======== Task inputs ========

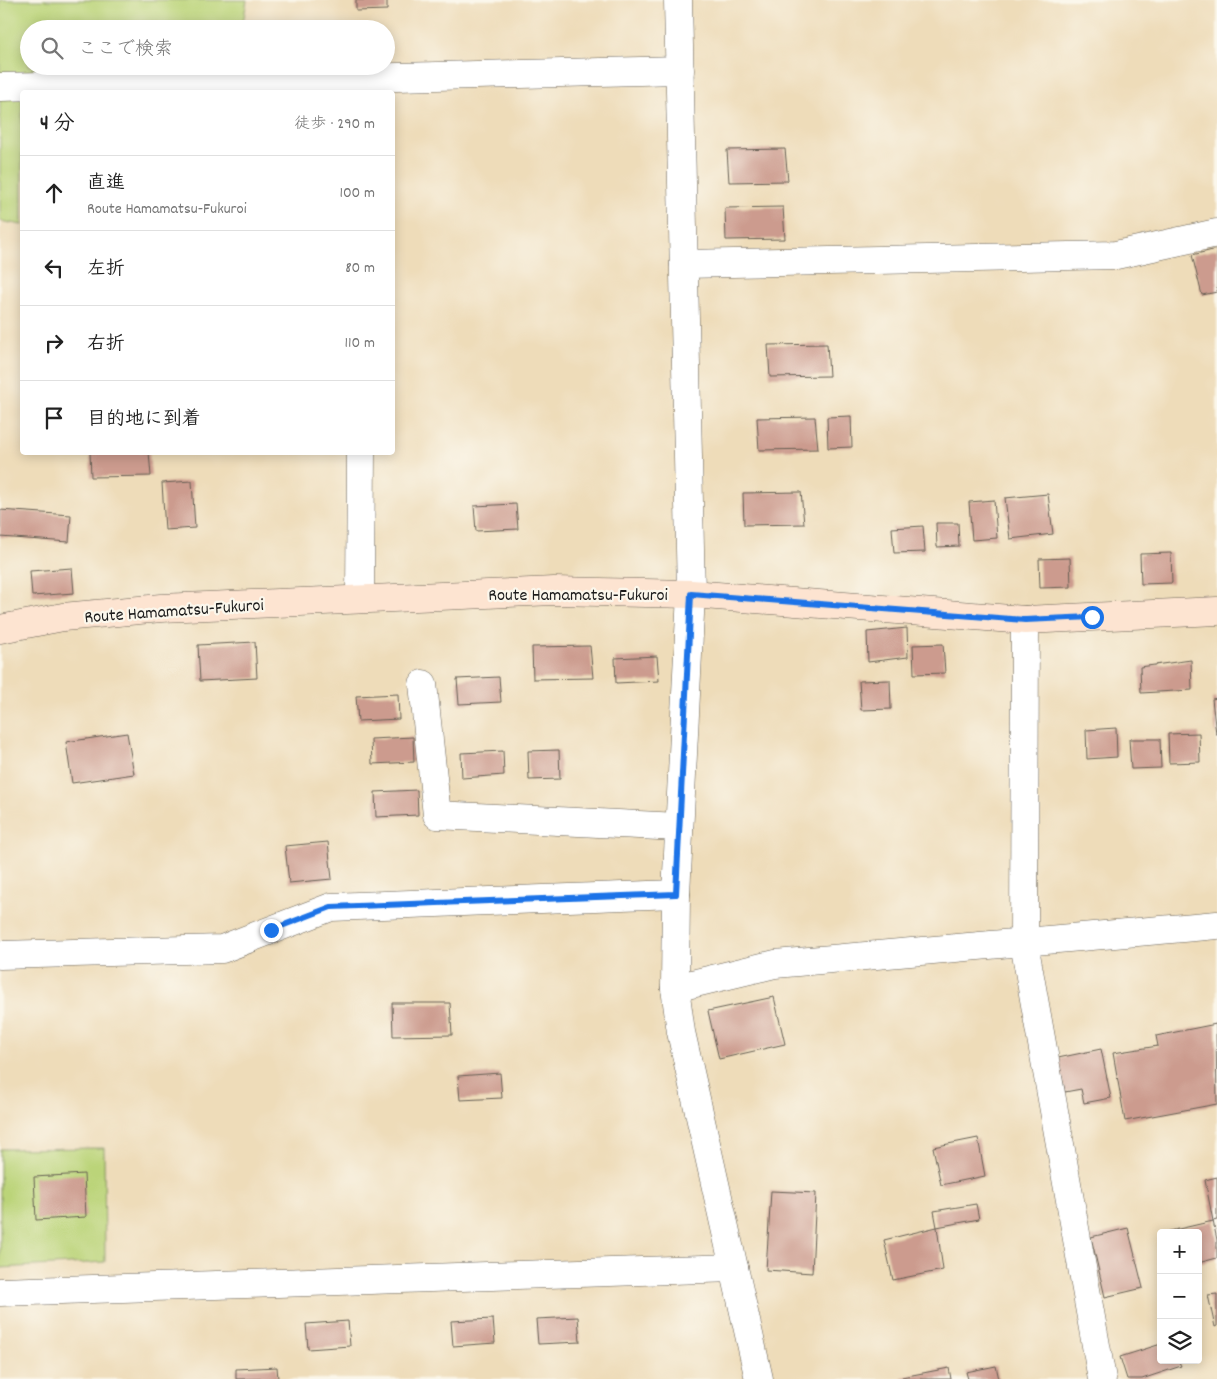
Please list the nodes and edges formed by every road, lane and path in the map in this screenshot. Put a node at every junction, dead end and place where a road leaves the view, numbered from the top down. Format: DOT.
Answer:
graph roads {
  1 [pos="678,0"];
  2 [pos="680,70"];
  3 [pos="0,87"];
  4 [pos="1217,233"];
  5 [pos="684,264"];
  6 [pos="361,455"];
  7 [pos="691,594"];
  8 [pos="360,599"];
  9 [pos="1217,611"];
  10 [pos="1025,620"];
  11 [pos="0,629"];
  12 [pos="423,684"];
  13 [pos="679,827"];
  14 [pos="676,894"];
  15 [pos="1217,925"];
  16 [pos="1024,943"];
  17 [pos="0,955"];
  18 [pos="675,988"];
  19 [pos="734,1268"];
  20 [pos="0,1292"];
  21 [pos="759,1379"];
  22 [pos="1102,1379"];
  1 -- 2 [label="street"];
  2 -- 3 [label="street"];
  2 -- 5 [label="street"];
  4 -- 5 [label="street"];
  5 -- 7 [label="street"];
  6 -- 8 [label="street"];
  7 -- 8 [label="main road, Route Hamamatsu-Fukuroi"];
  7 -- 10 [label="main road, Route Hamamatsu-Fukuroi"];
  7 -- 13 [label="street"];
  8 -- 11 [label="main road, Route Hamamatsu-Fukuroi"];
  9 -- 10 [label="main road, Route Hamamatsu-Fukuroi"];
  10 -- 16 [label="street"];
  12 -- 13 [label="street"];
  13 -- 14 [label="street"];
  14 -- 17 [label="street"];
  14 -- 18 [label="street"];
  15 -- 16 [label="street"];
  16 -- 18 [label="street"];
  16 -- 22 [label="street"];
  18 -- 19 [label="street"];
  19 -- 20 [label="street"];
  19 -- 21 [label="street"];
}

========

What this task involves
Repeat every record above exactly, but drop the pictures.

Result of this exercise
Please list the nodes and edges formed by every road, lane and path in the map in this screenshot. Put a node at every junction, dead end and place where a road leaves the view, numbered from the top down. Format: DOT.
Answer:
graph roads {
  1 [pos="678,0"];
  2 [pos="680,70"];
  3 [pos="0,87"];
  4 [pos="1217,233"];
  5 [pos="684,264"];
  6 [pos="361,455"];
  7 [pos="691,594"];
  8 [pos="360,599"];
  9 [pos="1217,611"];
  10 [pos="1025,620"];
  11 [pos="0,629"];
  12 [pos="423,684"];
  13 [pos="679,827"];
  14 [pos="676,894"];
  15 [pos="1217,925"];
  16 [pos="1024,943"];
  17 [pos="0,955"];
  18 [pos="675,988"];
  19 [pos="734,1268"];
  20 [pos="0,1292"];
  21 [pos="759,1379"];
  22 [pos="1102,1379"];
  1 -- 2 [label="street"];
  2 -- 3 [label="street"];
  2 -- 5 [label="street"];
  4 -- 5 [label="street"];
  5 -- 7 [label="street"];
  6 -- 8 [label="street"];
  7 -- 8 [label="main road, Route Hamamatsu-Fukuroi"];
  7 -- 10 [label="main road, Route Hamamatsu-Fukuroi"];
  7 -- 13 [label="street"];
  8 -- 11 [label="main road, Route Hamamatsu-Fukuroi"];
  9 -- 10 [label="main road, Route Hamamatsu-Fukuroi"];
  10 -- 16 [label="street"];
  12 -- 13 [label="street"];
  13 -- 14 [label="street"];
  14 -- 17 [label="street"];
  14 -- 18 [label="street"];
  15 -- 16 [label="street"];
  16 -- 18 [label="street"];
  16 -- 22 [label="street"];
  18 -- 19 [label="street"];
  19 -- 20 [label="street"];
  19 -- 21 [label="street"];
}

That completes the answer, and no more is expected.